== Segment start ==

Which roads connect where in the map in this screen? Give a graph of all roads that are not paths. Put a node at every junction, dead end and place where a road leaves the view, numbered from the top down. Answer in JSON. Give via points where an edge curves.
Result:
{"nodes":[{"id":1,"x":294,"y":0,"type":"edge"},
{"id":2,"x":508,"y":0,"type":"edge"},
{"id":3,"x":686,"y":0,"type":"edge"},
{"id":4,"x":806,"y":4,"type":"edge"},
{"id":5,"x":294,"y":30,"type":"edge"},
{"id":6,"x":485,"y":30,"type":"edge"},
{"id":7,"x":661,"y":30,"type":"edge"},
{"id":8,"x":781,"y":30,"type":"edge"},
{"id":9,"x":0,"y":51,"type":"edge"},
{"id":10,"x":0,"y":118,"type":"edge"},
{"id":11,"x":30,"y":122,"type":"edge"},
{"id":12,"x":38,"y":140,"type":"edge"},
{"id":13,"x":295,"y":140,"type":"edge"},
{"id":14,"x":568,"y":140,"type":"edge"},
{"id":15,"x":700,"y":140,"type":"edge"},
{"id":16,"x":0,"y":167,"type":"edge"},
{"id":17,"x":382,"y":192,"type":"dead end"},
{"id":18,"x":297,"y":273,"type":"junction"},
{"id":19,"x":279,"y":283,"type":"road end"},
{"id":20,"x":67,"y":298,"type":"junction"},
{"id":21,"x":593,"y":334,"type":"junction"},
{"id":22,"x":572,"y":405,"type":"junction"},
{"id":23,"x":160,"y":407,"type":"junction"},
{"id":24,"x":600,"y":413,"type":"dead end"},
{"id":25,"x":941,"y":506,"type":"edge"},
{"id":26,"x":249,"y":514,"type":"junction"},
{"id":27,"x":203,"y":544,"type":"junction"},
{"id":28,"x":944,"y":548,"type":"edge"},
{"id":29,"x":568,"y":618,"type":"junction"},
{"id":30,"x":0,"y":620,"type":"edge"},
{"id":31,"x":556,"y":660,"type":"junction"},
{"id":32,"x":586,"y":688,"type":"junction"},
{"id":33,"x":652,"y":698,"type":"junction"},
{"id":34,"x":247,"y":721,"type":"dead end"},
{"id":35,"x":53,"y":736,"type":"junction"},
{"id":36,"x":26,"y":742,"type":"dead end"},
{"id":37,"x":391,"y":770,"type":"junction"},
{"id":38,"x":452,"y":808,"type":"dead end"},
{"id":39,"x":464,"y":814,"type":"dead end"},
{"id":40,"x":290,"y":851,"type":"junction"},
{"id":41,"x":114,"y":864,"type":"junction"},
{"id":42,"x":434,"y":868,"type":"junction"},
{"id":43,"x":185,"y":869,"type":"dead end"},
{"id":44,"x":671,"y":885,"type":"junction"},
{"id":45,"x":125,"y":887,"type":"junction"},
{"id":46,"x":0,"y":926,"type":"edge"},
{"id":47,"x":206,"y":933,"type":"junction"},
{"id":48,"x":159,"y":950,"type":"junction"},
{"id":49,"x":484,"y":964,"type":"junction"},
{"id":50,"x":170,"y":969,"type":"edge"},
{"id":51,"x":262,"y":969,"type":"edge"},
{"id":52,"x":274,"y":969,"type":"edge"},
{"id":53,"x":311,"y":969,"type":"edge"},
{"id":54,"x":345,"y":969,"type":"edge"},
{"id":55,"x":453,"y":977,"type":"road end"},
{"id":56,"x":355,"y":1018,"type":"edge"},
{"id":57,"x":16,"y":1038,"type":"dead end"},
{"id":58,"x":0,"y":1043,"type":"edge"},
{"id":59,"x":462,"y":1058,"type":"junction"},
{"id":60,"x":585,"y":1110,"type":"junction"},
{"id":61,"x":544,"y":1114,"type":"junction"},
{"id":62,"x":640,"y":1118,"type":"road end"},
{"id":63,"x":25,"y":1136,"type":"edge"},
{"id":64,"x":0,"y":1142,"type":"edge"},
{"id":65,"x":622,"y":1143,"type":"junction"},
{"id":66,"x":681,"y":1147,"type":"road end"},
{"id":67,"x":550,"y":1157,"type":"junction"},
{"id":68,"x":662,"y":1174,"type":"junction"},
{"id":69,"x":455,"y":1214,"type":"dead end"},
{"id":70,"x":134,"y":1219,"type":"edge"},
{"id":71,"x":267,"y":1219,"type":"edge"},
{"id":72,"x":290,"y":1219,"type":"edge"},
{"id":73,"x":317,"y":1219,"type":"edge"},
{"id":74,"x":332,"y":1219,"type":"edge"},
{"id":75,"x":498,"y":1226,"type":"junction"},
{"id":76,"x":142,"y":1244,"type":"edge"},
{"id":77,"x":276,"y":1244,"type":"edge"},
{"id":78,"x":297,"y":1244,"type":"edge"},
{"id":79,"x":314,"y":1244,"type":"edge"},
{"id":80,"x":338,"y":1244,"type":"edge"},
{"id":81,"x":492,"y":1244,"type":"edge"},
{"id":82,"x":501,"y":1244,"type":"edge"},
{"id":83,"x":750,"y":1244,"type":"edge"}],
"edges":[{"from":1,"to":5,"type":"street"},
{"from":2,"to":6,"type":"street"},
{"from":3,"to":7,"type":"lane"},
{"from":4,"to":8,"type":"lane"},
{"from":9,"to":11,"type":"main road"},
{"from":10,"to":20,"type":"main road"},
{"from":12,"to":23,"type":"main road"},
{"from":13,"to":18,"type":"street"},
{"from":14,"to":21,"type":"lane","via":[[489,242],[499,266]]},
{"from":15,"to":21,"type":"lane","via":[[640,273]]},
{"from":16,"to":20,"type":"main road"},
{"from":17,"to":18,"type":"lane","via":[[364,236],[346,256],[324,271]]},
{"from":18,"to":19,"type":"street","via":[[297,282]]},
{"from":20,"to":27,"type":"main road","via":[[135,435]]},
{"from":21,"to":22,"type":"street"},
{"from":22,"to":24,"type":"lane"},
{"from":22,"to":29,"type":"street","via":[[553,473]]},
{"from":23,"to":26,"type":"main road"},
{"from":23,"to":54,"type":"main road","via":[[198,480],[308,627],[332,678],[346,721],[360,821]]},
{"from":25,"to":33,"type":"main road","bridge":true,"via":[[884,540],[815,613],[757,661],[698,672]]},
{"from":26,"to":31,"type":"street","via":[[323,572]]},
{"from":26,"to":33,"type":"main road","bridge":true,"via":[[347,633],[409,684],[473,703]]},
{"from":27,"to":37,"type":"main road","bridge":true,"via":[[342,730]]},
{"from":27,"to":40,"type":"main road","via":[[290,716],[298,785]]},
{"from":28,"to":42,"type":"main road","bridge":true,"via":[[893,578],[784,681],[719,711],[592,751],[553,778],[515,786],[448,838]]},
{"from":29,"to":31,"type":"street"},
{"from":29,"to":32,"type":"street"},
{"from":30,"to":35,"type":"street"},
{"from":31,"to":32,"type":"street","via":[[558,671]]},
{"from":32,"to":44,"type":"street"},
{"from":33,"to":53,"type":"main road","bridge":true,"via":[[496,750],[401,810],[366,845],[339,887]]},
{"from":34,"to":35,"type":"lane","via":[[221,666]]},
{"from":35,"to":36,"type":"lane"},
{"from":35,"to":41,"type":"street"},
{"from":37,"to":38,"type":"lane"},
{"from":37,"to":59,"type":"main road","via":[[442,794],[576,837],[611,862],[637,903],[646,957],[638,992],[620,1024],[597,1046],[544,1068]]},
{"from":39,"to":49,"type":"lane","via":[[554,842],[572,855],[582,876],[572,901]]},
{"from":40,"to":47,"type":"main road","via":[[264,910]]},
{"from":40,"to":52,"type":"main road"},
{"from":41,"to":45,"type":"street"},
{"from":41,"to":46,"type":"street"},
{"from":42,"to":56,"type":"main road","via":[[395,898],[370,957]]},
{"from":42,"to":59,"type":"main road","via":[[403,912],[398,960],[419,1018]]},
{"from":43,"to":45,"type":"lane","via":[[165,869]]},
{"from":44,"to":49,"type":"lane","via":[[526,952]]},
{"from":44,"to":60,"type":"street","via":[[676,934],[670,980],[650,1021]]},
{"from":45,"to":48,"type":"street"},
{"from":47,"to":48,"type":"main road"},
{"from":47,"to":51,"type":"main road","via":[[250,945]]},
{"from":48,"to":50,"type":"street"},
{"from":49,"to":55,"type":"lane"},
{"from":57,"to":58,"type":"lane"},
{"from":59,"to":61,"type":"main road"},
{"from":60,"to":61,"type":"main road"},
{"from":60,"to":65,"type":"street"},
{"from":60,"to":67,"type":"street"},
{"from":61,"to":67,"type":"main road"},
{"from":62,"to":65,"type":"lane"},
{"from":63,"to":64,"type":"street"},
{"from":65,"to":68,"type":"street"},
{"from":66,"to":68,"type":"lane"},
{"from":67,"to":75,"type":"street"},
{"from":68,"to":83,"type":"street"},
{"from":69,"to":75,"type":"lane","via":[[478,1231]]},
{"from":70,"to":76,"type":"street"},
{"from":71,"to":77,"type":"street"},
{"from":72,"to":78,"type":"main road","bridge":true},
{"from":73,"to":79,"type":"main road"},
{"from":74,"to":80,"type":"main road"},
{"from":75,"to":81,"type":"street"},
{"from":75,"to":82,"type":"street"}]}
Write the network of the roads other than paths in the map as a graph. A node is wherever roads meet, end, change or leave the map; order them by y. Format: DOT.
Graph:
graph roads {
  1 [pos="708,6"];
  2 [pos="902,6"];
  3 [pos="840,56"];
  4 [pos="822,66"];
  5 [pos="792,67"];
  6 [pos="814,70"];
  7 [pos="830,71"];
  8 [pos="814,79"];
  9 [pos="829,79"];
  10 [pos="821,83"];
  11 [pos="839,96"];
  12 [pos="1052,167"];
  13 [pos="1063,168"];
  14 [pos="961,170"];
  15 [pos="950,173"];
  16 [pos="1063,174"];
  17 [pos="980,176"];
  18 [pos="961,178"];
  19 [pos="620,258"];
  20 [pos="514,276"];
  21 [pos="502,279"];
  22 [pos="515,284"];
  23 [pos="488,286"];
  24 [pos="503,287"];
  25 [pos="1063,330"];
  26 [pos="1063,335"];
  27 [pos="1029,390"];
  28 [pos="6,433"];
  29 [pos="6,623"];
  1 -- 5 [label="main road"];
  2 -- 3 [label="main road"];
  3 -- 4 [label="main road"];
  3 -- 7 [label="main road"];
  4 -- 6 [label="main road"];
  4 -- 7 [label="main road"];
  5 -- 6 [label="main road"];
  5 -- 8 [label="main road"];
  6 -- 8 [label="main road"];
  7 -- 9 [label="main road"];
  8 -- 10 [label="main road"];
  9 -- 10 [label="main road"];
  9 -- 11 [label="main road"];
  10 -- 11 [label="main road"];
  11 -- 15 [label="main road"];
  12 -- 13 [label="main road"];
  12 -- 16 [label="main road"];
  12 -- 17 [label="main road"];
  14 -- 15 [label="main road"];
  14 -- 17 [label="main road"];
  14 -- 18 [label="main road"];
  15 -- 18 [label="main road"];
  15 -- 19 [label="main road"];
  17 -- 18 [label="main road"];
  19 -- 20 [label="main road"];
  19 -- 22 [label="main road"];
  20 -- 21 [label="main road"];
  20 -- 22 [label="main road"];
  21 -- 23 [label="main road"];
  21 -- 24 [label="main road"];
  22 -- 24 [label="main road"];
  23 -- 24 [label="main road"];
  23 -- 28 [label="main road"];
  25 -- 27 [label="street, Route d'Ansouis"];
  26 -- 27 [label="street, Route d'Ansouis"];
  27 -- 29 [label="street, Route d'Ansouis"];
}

== Segment end ==

WORK REQUEST:
Count the lines in the listing where the string "Ansouis" appears, and give only the count.

EXERCISE RESULT:
3